Regulations that destroy property value are referred to as “regulatory takings,” as I have mentioned in previous columns. The courts say there is no “taking” of private property requiring “just compensation” unless the government either takes the actual deed, or wipes out ALL of the value. But if such regulatory takings do not violate the letter of the Constitution, they certainly violate its spirit.

Unless you think America’s founders wanted to keep people from living near their families, then they must have had something else in mind. Indeed, they drafted the “takings clause” of the Fifth Amendment without any inkling that someday governments would use zoning to take away the value of people’s property, and leave them holding worthless deeds.

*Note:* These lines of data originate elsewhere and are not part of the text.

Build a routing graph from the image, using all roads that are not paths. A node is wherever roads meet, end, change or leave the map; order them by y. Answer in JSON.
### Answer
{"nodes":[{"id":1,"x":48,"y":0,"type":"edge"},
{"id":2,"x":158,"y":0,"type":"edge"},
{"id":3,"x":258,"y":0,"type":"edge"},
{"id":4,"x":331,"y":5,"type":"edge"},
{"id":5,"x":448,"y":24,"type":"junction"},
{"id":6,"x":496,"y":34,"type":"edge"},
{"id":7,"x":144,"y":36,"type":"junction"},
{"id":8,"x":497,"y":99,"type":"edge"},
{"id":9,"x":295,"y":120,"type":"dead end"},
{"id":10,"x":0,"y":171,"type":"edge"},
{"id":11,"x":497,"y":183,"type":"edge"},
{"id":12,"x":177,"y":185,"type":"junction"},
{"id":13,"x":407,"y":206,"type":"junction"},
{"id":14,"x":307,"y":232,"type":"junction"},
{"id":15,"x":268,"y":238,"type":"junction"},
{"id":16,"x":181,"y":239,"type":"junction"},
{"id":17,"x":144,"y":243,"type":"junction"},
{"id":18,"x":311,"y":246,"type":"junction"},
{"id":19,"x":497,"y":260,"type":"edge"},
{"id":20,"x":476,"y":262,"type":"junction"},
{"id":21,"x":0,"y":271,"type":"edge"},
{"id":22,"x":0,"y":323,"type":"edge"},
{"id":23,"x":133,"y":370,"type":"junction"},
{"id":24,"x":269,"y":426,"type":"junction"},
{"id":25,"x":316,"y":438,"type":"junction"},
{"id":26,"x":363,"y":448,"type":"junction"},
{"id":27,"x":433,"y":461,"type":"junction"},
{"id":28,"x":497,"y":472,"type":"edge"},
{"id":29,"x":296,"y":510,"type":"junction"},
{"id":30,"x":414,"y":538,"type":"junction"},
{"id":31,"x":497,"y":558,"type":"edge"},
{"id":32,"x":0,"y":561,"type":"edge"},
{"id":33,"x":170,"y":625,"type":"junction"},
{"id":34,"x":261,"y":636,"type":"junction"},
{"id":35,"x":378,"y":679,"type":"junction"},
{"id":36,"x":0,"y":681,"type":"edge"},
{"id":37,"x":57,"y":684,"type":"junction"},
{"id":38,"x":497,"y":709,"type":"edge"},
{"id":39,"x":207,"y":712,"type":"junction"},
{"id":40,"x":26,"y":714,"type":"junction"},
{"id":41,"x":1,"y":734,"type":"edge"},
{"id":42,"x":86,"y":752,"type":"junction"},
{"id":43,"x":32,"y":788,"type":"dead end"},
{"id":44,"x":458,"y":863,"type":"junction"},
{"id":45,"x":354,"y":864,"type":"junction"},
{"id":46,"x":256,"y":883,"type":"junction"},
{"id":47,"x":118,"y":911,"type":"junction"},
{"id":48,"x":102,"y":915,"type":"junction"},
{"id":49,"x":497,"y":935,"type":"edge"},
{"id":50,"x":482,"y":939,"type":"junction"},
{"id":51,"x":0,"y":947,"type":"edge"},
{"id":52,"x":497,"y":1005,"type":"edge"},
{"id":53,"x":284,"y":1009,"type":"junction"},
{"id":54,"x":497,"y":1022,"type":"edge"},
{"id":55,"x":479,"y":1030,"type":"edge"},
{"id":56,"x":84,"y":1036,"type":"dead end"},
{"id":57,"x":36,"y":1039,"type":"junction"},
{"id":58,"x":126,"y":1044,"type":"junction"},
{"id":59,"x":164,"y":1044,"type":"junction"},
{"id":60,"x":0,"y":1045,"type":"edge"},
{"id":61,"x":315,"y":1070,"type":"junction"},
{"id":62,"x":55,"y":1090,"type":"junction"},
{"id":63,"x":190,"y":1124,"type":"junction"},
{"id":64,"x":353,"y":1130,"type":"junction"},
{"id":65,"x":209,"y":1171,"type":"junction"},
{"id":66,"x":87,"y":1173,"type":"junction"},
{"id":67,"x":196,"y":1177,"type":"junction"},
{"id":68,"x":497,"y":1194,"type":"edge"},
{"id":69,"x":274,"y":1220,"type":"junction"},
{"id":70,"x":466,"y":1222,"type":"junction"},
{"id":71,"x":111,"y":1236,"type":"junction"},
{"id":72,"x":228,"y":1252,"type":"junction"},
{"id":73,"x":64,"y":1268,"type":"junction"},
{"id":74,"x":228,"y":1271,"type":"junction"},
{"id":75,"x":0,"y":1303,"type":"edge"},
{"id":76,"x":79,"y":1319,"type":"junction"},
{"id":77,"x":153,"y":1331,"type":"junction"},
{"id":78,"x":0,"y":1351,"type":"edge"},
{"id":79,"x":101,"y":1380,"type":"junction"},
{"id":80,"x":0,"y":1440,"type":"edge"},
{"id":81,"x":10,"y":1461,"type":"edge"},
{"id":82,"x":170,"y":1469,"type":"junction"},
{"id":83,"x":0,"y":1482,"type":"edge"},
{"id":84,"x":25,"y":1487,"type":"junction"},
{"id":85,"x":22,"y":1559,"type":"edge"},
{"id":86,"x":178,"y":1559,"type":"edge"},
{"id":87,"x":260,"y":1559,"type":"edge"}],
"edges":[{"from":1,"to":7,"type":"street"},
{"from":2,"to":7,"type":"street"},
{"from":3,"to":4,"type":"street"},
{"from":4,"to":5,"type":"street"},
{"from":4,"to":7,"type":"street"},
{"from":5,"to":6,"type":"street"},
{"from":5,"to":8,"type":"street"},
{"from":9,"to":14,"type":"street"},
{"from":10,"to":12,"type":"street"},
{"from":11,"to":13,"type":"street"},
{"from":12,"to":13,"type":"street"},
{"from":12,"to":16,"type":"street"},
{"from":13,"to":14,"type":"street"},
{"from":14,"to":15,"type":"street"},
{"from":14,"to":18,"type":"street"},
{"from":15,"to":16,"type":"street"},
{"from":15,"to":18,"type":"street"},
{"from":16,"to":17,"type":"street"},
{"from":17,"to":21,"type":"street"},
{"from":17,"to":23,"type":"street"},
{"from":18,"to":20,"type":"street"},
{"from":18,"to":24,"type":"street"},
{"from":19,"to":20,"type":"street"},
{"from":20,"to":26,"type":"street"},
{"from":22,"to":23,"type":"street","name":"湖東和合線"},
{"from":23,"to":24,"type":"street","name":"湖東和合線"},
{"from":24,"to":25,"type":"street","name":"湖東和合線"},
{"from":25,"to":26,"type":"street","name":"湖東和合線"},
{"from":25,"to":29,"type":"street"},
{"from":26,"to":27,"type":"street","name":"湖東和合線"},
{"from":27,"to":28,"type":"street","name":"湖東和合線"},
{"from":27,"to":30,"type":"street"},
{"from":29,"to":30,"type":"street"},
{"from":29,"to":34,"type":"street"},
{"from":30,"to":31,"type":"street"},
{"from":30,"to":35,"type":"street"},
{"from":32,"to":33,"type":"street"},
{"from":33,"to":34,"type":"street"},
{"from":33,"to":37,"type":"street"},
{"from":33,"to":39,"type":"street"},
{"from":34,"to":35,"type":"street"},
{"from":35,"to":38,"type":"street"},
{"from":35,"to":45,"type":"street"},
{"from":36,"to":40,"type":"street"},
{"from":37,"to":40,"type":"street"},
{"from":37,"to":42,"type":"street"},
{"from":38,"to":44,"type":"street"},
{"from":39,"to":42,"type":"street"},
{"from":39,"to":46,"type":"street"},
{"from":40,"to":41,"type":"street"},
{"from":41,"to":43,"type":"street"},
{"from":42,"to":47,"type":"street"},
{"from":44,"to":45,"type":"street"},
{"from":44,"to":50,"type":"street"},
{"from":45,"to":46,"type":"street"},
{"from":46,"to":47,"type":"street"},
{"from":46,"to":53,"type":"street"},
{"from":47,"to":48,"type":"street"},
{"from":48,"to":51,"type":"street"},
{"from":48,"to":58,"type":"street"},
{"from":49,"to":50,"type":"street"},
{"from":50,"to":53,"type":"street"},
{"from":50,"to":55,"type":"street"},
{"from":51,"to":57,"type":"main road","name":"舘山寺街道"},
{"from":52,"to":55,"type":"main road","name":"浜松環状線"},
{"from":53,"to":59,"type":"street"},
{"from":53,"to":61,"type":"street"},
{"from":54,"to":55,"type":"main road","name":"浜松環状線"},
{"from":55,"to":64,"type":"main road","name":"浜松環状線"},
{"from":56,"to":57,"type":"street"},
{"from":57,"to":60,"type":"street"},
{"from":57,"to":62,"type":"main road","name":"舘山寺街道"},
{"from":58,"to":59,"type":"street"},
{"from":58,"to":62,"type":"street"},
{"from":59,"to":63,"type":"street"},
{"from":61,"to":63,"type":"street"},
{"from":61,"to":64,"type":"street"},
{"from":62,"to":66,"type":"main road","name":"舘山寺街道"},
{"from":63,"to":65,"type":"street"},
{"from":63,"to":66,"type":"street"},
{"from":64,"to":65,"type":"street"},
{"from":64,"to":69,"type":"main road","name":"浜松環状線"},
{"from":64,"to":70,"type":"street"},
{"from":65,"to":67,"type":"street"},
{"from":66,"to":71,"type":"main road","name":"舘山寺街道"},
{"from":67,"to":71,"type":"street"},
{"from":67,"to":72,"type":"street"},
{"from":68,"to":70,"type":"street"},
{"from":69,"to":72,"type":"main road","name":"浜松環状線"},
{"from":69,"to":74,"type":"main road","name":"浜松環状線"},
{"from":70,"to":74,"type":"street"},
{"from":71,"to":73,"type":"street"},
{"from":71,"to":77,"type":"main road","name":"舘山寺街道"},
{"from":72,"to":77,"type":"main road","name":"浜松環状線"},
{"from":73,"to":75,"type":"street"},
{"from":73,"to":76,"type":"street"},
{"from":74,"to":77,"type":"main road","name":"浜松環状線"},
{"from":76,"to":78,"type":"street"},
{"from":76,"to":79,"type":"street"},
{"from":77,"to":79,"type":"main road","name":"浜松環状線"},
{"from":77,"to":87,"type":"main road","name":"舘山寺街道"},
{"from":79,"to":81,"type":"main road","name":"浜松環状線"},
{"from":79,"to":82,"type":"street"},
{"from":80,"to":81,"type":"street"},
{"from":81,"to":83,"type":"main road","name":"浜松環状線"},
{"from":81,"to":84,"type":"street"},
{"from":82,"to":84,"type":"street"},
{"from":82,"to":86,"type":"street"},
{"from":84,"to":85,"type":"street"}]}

Sometimes governments do need to take private property for public purposes, such as roads, bridges, and public buildings. Society cannot be held hostage by a single landowner who refuses to sell, nor should he be allowed to hold out for extortionate prices. That is why the founders explicitly provided the power of “eminent domain,” allowing governments to condemn such properties and “take” them into public ownership – providing just compensation (meaning fair market value). Without that system, America’s infrastructure would not exist as we know it.

Similarly, governments today may make land use decisions that benefit the general public, including reasonable zoning. Such rules can limit the size of buildings, or reserve particular areas for industrial, farming, or residential uses. That is within government’s power, but when it destroys the value of private property to benefit the whole society, then society has a duty to pay for that value.

Governor Walker signs the new law, with Donna Murr, and bill sponsor, Rep. Adam Jarchow.

Courts are all over the map in recent years, with contradictory rulings on every side of this issue. It shouldn’t be that complicated. Common sense should set the standard for what is fair, not arcane court precedents. What happened to the Murr family was clearly not fair. Still, there is one more chapter in their story, because the Murr family is not prone to giving up. They took the battle directly to the State Legislature, and succeeded in changing the law.

Within a month after the adverse ruling from the Supreme Court, a bill was introduced to correct the court’s mess. Committee hearings were held less than 90 days later, floor votes within two weeks, and by the end of the year Governor Scott Walker had signed it into law. The measure prohibits enforcement of such local ordinances, making it retroactive and restoring the confiscated property rights of families like the Murrs. Wisconsin’s new law should be a model for other States, a beacon of respect for the rule of law, and proof that in our republic the government works for the people, not the other way around.